Continuité écologique: la situation depuis 10 ans est-elle durable?

Cas du canal d’Elne, âgé de 1000 ans. Il est menacé par le dogme de la continuité écologique. Est-il décent de laisser des particuliers s’indigner, de ne pas les écouter, puis de les contraindre à s’organiser en associations pour défendre l’intérêt général(*) face à l’autorité administrative… celle précisément chargée de préserver l'eau et d’augmenter les quantités disponibles ? La pensée unique qui tourne à l’envers depuis 10 ans, finira-t-elle par devenir la norme, ou le bon sens reviendra –t-il un jour? Quand ?
Ce dossier étant une déclinaison locale d’un scénario national, rappelons certains principes :

1)    Rien ne peut avoir lieu sans l’accord du propriétaire de l’ouvrage.  Au lieu d’être désinformé sur les tenants et aboutissants, c’est lui qui doit être informé pour pouvoir prendre une décision éclairée, au lieu de se sentir engagé par des études à charge aux diagnostics prédéfinis

2)    Ni le code de l’environnement ni encore moins l’UE n’exigent la destruction des ouvrages hydrauliques,

3)    Un dossier de demande d’autorisation doit être déposé en LRAR à la préfecture. Lors de l’instruction du dossier, la DDTM doit être attentive au respect de la nomenclature en fonction des impacts. Dossier d’étude d’impact(**) et enquête publique sont obligatoires.

La DDT doit s’attacher à respecter que tous les usages de l’eau soient respectés conformément à ce qu’exige le code de l’environnement et considérer la « grille d’analyse de caractérisation et de qualification d’un patrimoine lié à l’eau ». Le seuil ne doit pas être analysé au seul visa de la continuité écologique : toutes ses fonctionnalités doivent être considérées, espèces et plantes protégées comprises !
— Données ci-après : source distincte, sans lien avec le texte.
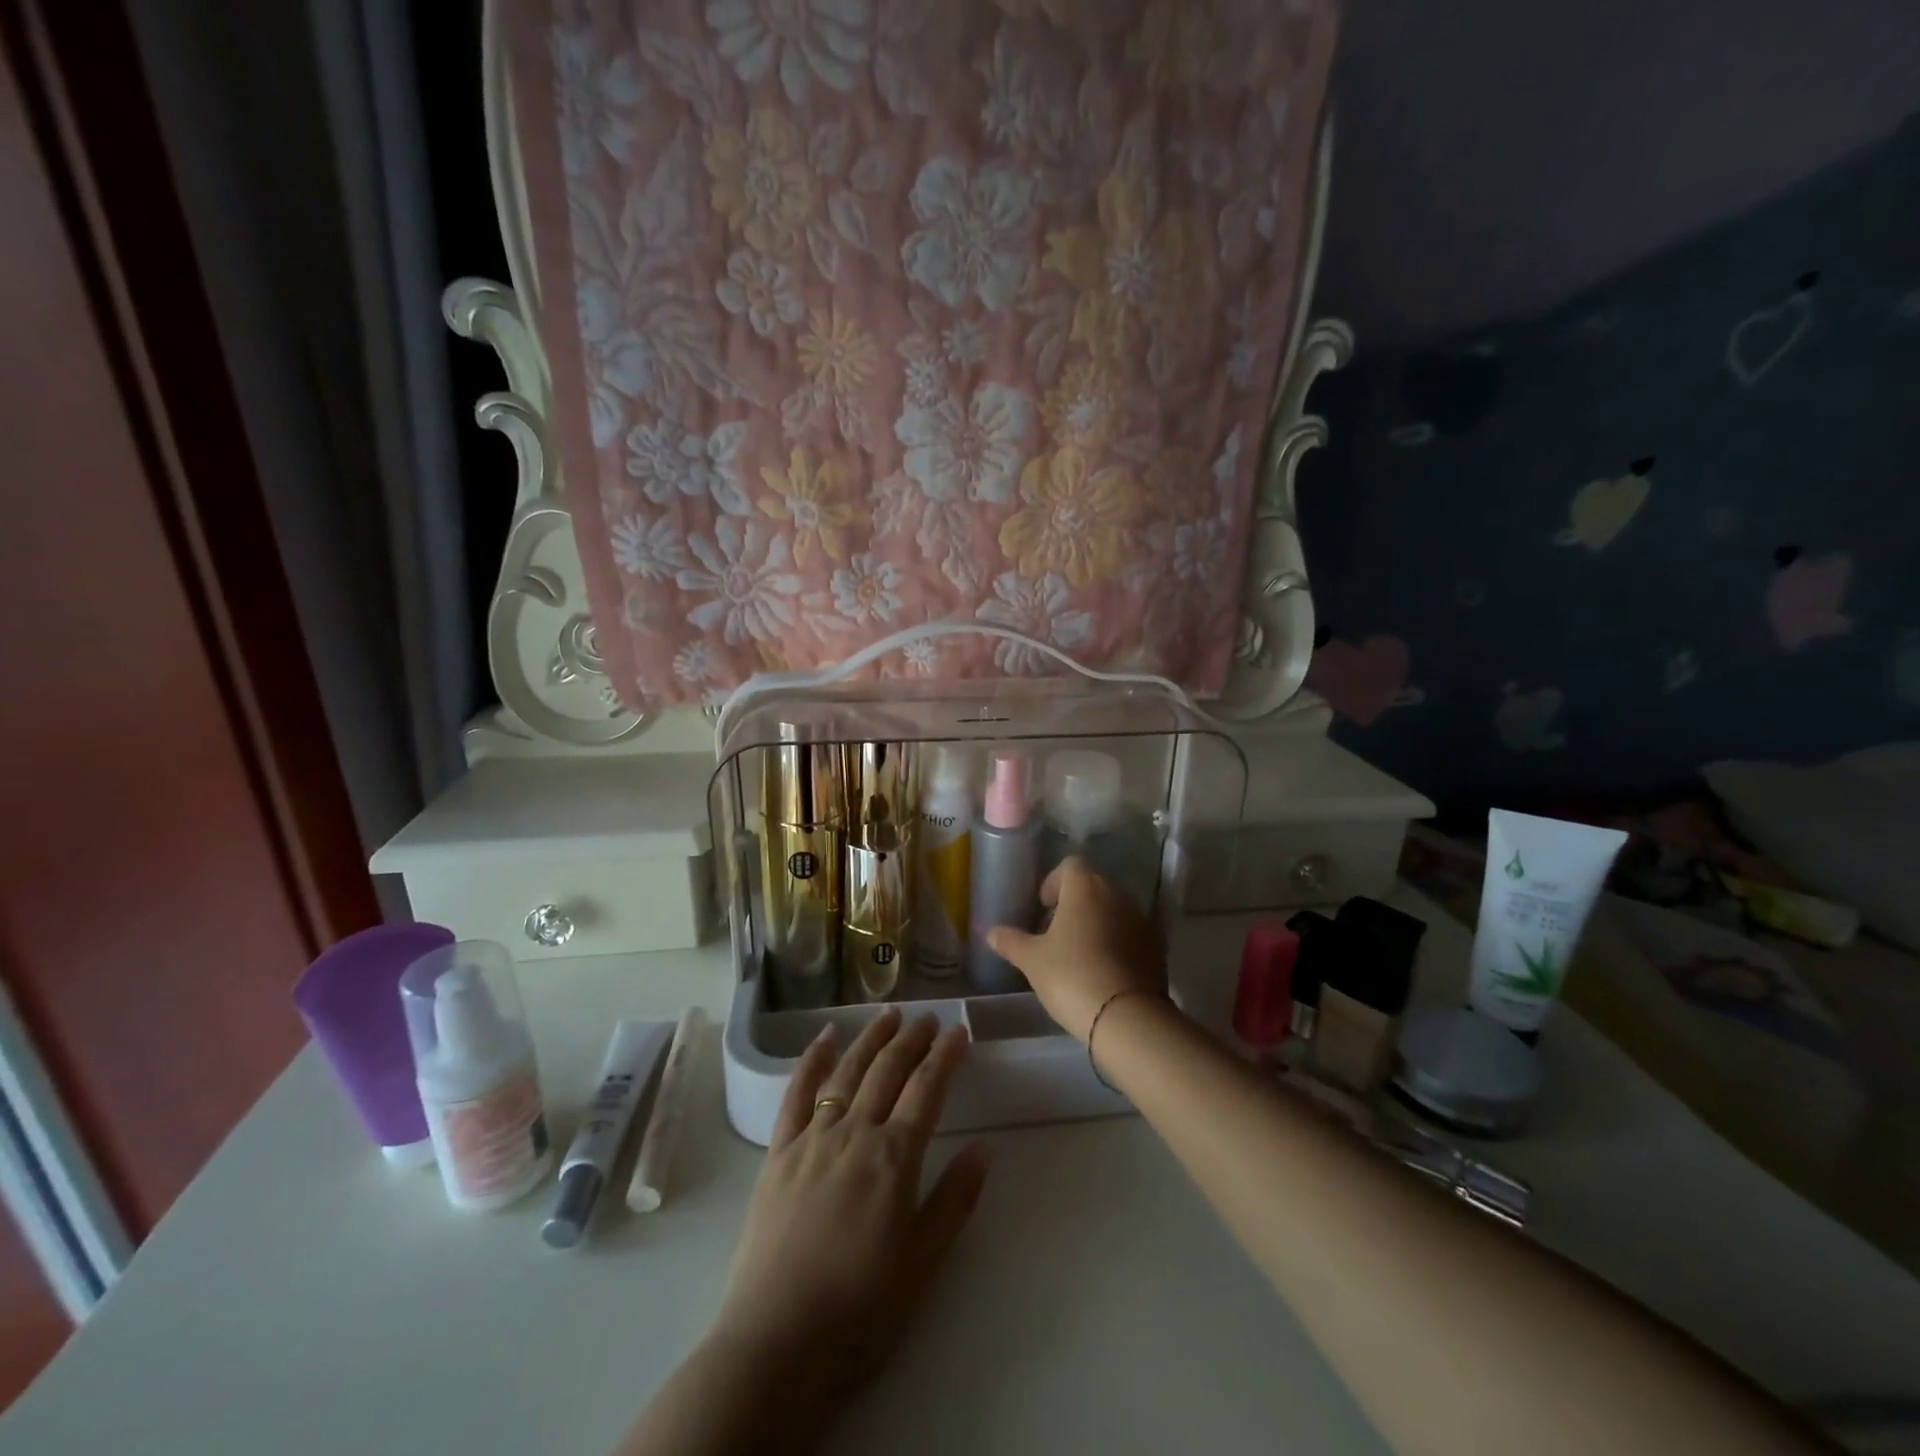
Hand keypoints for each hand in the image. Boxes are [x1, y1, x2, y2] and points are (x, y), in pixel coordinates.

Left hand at [706, 1008, 989, 1421]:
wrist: (776, 1345)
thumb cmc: (860, 1310)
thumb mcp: (923, 1263)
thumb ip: (954, 1199)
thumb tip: (985, 1147)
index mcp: (894, 1158)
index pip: (927, 1089)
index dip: (945, 1056)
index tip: (958, 1031)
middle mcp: (854, 1133)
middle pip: (888, 1070)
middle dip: (912, 1038)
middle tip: (928, 1017)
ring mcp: (812, 1138)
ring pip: (847, 1071)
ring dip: (870, 1038)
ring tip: (888, 1014)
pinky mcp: (778, 1152)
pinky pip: (796, 1094)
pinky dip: (811, 1060)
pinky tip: (824, 1037)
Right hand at [986, 857, 1166, 1040]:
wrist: (1127, 1017)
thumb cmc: (1071, 976)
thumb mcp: (1032, 960)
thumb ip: (1011, 941)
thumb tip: (990, 931)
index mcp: (1086, 887)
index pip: (1070, 865)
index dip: (1054, 882)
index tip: (1043, 907)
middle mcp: (1117, 894)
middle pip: (1094, 886)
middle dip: (1074, 903)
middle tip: (1055, 933)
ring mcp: (1142, 920)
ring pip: (1114, 910)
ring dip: (1097, 923)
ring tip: (1078, 954)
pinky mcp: (1158, 947)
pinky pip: (1132, 934)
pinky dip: (1117, 943)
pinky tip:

4)    Sanctionnant  l’instruction du dossier, les travaux doivent être autorisés par un arrêté préfectoral.

5)    Enfin, le droit des tiers sont préservés c’est-à-dire que les riverains, les usagers et l’association ont la faculté d’ester en justice (tribunal administratif -TA- pour exercer un recours contre l’arrêté objet du litige.

Le maire a hérité d’un ouvrage millénaire. Il romprait  cette chaîne en n’étant pas capable de transmettre ce patrimoine ?

Nous vous invitons à prendre connaissance des considérants pertinents exposés et à signer cette pétition (après avoir signé, retournez sur votre messagerie pour valider).

https://www.change.org/p/sauvons-le-canal-d-elne

(*) Sans même évoquer le volet environnemental, les canaux ont un rôle essentiel dans le cadre de la GEMAPI (stockage lors des inondations, restitution en étiage). En clair : la prétendue GEMA (Gestion des milieux aquatiques) annihile la PI (prévention des inondations).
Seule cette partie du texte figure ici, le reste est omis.